## EXERCISE PROMPT
Among these records, tally each line with the word "hand"; the answer is that number alone.

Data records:
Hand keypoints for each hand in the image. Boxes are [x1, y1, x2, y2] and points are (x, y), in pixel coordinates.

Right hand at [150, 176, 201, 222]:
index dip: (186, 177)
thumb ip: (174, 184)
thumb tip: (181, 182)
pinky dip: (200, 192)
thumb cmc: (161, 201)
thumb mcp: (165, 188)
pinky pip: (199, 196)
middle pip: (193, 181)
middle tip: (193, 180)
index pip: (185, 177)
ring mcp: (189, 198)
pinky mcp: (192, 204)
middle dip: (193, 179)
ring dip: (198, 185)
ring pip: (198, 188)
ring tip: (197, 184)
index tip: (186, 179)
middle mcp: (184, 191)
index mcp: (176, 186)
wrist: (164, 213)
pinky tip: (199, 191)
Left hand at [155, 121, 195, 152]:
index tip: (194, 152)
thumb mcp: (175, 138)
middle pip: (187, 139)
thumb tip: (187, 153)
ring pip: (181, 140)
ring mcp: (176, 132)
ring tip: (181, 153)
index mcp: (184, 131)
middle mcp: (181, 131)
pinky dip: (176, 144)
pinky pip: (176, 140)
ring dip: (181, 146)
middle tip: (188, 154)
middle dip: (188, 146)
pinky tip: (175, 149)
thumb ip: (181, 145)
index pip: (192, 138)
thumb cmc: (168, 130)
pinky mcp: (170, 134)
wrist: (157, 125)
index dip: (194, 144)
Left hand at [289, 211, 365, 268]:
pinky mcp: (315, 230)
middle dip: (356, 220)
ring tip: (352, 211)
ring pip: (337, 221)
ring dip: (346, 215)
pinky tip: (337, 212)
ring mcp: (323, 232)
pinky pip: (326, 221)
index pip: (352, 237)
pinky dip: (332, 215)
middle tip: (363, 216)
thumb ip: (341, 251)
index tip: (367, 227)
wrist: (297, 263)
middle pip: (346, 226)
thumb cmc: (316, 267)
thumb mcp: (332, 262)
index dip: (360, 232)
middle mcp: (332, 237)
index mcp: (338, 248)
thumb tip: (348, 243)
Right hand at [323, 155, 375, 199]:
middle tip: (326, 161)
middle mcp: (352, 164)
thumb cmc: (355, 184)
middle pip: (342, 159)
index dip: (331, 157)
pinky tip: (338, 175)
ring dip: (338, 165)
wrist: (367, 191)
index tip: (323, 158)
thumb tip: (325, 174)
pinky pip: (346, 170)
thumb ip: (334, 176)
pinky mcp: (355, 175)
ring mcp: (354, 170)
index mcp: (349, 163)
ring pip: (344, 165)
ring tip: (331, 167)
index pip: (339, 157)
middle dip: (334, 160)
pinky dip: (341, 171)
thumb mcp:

## ANSWER TO THIS PROBLEM
5